Cool idea, but at $3.99/sq.ft that's hundreds of dollars per wall. I bought an 8'x4' sheet of melamine for less than $10, which would have been over $120 for that much paint.
White boards are so limited in where you can put them. I think if the purchase decision is "do I paint this 4' by 8' patch of the wall" or "do I install a 4' x 8' white board" then the choice is easy. But having paint that can go on any surface and that will clean after every usage opens many possibilities. My home office, for example, doesn't have space for a 4' x 8' whiteboard but otherwise has good space.
Also, have you used any of those $10 sheets of melamine? They ghost up after a couple of months of use...
"Also, have you used any of those $10 sheets of melamine? They ghost up after a couple of months of use..."
I've used them. They require some labor-intensive prep work, and there are some markers that seem to take a more permanent liking to the surface, but otherwise not bad (unless you leave that To Do list up for two months).
Yes, you are exactly right. I'd argue that if you value your employee's time at anything north of, say $10 per hour, then having a super-quality whiteboard would be a hugely positive ROI investment.
Think of it as a giant shared 3rd monitor. Would you buy monitors that ghosted if your programmers typed the "wrong" letter combinations?
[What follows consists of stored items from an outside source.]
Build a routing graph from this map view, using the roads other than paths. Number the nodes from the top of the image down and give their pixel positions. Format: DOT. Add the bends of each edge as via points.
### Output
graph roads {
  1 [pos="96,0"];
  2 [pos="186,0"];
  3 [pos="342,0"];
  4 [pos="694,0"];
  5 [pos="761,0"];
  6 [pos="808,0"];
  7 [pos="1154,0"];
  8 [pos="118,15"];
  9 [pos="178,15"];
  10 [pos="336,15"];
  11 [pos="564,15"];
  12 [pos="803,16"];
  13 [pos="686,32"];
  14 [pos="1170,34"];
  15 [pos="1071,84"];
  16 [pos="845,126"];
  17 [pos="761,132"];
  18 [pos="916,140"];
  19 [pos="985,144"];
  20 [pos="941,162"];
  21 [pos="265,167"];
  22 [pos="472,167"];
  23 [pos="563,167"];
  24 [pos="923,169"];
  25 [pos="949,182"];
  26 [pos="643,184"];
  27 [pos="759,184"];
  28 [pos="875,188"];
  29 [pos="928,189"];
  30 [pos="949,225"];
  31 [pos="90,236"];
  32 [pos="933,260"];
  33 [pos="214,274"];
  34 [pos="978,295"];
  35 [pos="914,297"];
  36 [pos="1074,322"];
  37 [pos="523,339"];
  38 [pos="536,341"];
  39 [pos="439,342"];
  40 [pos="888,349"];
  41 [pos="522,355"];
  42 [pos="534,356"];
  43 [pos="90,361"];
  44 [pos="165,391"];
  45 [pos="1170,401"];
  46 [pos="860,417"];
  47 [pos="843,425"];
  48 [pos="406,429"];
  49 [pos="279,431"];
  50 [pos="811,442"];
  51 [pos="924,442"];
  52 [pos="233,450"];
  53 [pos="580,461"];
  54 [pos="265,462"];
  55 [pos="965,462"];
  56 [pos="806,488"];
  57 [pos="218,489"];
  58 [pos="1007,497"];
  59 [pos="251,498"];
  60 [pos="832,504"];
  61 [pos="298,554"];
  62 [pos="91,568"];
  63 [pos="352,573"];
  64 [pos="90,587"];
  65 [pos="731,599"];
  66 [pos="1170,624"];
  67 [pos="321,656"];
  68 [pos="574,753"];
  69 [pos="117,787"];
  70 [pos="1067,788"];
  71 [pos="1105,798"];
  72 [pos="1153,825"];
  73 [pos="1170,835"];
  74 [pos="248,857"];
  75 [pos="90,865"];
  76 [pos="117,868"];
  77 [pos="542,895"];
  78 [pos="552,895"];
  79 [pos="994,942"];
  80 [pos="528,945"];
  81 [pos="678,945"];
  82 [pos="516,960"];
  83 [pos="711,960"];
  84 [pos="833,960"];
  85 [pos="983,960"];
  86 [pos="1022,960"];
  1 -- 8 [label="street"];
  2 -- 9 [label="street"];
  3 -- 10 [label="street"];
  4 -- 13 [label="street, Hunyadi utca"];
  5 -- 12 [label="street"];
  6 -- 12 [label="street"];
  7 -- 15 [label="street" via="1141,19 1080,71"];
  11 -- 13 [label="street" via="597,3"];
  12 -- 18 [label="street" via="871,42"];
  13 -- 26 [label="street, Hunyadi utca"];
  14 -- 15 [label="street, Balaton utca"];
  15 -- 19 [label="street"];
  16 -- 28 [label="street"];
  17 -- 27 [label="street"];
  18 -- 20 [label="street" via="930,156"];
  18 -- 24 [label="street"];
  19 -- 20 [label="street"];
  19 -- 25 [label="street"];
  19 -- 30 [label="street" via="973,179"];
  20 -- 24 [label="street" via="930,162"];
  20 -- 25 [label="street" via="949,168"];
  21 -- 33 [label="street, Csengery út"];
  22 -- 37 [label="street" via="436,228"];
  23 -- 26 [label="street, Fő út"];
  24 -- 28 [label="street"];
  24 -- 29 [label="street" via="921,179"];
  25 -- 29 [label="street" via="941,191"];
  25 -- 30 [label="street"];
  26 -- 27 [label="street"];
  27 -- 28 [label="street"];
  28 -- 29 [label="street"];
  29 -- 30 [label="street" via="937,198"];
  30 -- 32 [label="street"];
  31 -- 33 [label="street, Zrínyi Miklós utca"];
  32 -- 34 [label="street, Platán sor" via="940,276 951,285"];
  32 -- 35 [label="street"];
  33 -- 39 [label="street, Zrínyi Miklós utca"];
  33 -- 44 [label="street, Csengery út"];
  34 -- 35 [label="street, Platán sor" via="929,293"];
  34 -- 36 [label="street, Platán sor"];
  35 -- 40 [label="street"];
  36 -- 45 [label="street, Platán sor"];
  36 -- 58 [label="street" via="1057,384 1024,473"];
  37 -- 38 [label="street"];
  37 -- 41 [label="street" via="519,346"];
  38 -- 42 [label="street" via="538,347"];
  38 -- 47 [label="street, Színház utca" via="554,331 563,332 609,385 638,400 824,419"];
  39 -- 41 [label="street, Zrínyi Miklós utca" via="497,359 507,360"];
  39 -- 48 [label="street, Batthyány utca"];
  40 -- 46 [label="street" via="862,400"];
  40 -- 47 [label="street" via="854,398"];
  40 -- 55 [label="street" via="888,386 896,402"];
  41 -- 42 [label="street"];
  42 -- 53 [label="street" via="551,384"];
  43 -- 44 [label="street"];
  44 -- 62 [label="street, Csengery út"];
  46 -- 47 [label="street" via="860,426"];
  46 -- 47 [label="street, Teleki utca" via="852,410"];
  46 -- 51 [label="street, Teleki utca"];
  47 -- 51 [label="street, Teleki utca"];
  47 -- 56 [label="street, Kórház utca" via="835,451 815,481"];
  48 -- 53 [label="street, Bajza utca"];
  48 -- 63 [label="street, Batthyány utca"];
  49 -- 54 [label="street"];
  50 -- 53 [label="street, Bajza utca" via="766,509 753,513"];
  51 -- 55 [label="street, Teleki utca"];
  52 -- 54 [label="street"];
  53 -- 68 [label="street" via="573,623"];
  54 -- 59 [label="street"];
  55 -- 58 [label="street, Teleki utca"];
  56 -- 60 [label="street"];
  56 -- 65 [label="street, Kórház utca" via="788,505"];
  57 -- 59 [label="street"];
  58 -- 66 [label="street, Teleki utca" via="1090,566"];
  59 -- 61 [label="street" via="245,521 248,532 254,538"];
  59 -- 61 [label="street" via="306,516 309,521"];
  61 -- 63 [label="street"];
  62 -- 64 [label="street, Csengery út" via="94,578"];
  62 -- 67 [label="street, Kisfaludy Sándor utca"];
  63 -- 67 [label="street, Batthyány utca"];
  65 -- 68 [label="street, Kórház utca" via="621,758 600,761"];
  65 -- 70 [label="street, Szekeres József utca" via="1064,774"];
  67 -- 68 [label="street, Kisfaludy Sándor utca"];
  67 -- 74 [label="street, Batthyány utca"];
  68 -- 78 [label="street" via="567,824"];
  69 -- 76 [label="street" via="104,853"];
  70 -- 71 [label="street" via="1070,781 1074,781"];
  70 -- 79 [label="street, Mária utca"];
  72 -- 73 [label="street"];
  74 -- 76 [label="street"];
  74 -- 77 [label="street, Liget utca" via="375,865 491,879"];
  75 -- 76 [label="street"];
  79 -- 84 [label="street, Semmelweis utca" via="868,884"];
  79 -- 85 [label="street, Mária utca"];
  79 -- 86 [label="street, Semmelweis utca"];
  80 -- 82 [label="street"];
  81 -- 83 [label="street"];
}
...which works less each time around, and stinks, and uses paper towels, and takes a few minutes of wiping each time you want to get (close to) clean again.
Top-quality surfaces wipe back to bright white with a single swipe or two of the dry-eraser, even if the text has been up for weeks. They're worth it for many offices.
No reason it has to cost that much; just get it from someone else. Dry erase and chalkboard paint is not new, you can pick it up at hardware stores for like $20/qt.
I could never get a straight answer about the melamine. Some people claimed it had bad ghosting, others said it was fine. Also the people at Lowes had NO IDEA what I was talking about when I tried to find it. (That was an exercise in futility!)
I'm thinking of doing my home office and maybe even some of my furniture. I'm pretty handy around the house, but not an expert...what's this skill I need?
I think it said somewhere that a professional painter with an experience applying this specific paint type was recommended. I'm guessing the paint is simply more viscous and it needs to be applied quickly and uniformly.